What I'm writing about right now is as good an example as any. I'm writing about mesh networking as if the gnosis I"ve developed about wireless communications came to me as a comparison with the events of my remembering vision as opposed to my formal education and what I get from the media. It amazes me now to realize in reflection that there was a definite turning point in my mental life.

Astrologically, that turning point was associated with the return of Saturn to the place it occupied in it's orbit at the immediate moment of my birth. This event happened a long time before I studied astrology, and yet was the convincer when I encountered it in my studies, that there might be something to this ancient art.
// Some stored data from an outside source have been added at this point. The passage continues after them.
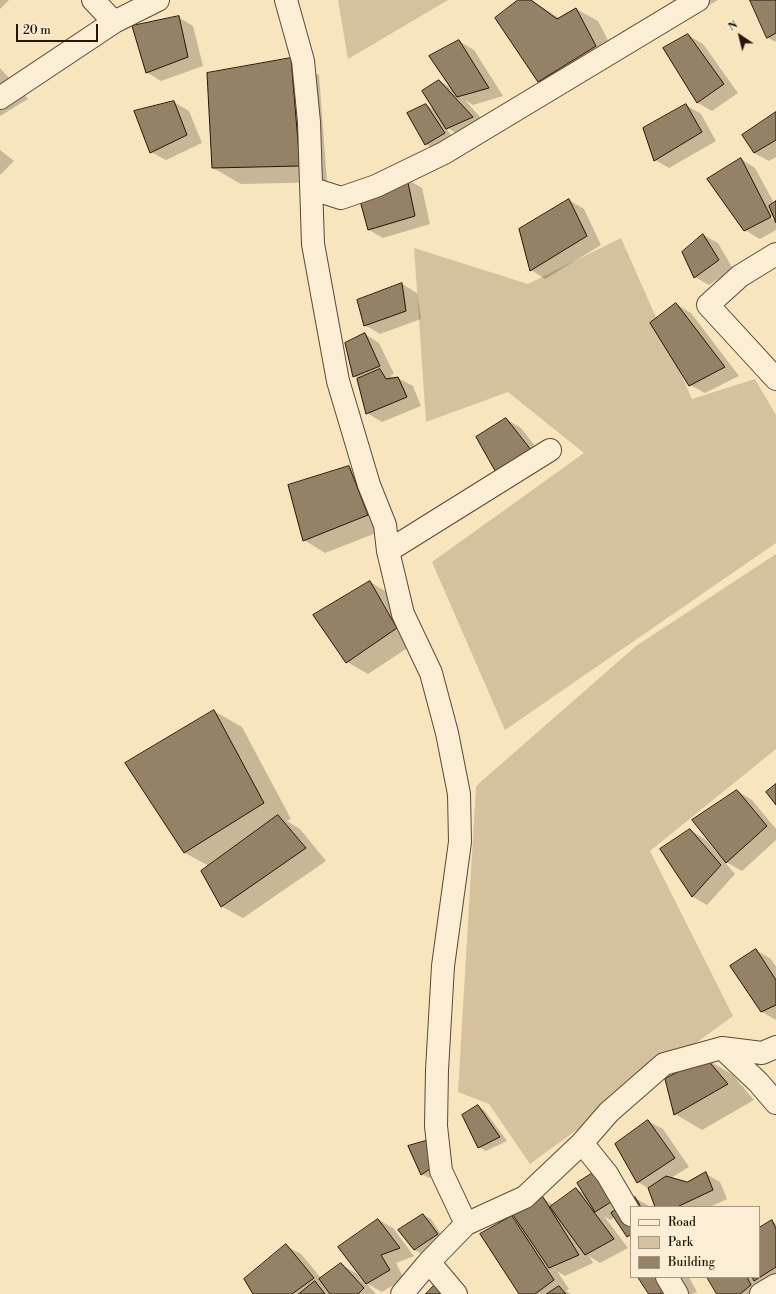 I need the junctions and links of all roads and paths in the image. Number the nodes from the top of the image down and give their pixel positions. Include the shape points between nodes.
1 (93, 0) edge
2 (158, 0) edge
3 (286, 0) edge
4 (698, 0) edge
5 (114, 22) junction
6 (0, 98) edge
7 (313, 189) junction
8 (776, 254) edge
9 (776, 378) edge
10 (550, 450) dead end
11 (388, 551) junction
12 (776, 1047) edge
13 (722, 1048) junction
14 (776, 1103) edge
15 (582, 1143) junction
16 (630, 1213) edge
17 (466, 1224) junction
18 (429, 1262) junction
19 (668, 1278) edge
20 (776, 1285) edge
21 (402, 1294) edge
22 (456, 1294) edge
23 (677, 1294) edge
24 (761, 1294) edge

1 - 5 street
2 - 5 street
3 - 7 street via 303,61
4 - 7 street via 444,153 376,186 341,198
5 - 6 street
7 - 11 street via 313,244 338,381 369,486 385,525
8 - 9 street via 740,276 708,305
10 - 11 street
11 - 17 street via 403,614 431,673 447,733 459,794 460,842 443,966 436,1126 441,1171
12 - 13 street via 762,1053
13 - 14 street
13 - 15 street via 664,1064 610,1112
15 - 16 street via 607,1174
15 - 17 street via 525,1197
17 - 18 street
18 - 21 street
18 - 22 street
19 - 23 street
20 - 24 street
When I first studied the possibilities associated with the first Saturn Return, I was studying something in my own life that had already happened. It rang true. I studied and made charts for another twenty years. Why would I not? Science was blowing the world up.

I actually doubt if what science was doing or not doing had anything to do with me doing what I did. There was just some things I needed to know, and the urge that drove me toward keening those things was more powerful and stronger than me. It wrapped me within itself, it enveloped me as whole as the whale did Jonah, and it comforted me and gave me peace I found myself very eager to please it, and though it abandoned me long ago, I still seek it's comfort as that which cannot be compared. Why hast thou abandoned me indeed?

How would I know I didn't abandon it? It left this database as a trace, but it doesn't envelop me and call me it's own. Instead, I've been cursed and reviled for things that really happened through no fault of my own. Okay, the Devil made me do it. Or, Elizabeth! That Bitch! She always did make me do weird shit to earn her favors, but ooh,,, what favors!

Last Saturday night I was feeling so lonely,
I awoke from my nightmares just to cry out yo' name,
and then you came forward in all of yo' loveliness,
singing and whispering, and playing yo' games... Hell,
I still don't know whether you came in the ether
or you stole to my room not to stay.
But, the answer don't matter
despite all the questions
Yo' lovin' still hoped me to conquer mah pain.

In all of mah life, there were not very many
who would give all they had just to love me a while,
and those who have given have just taken my misery,
and later they found out they'd done so in vain,
because the memories they started
didn't go when they parted,
and I felt like I wasn't to blame.
But the answer don't matter despite all the questions,
their lovin' still hoped me to conquer mah pain.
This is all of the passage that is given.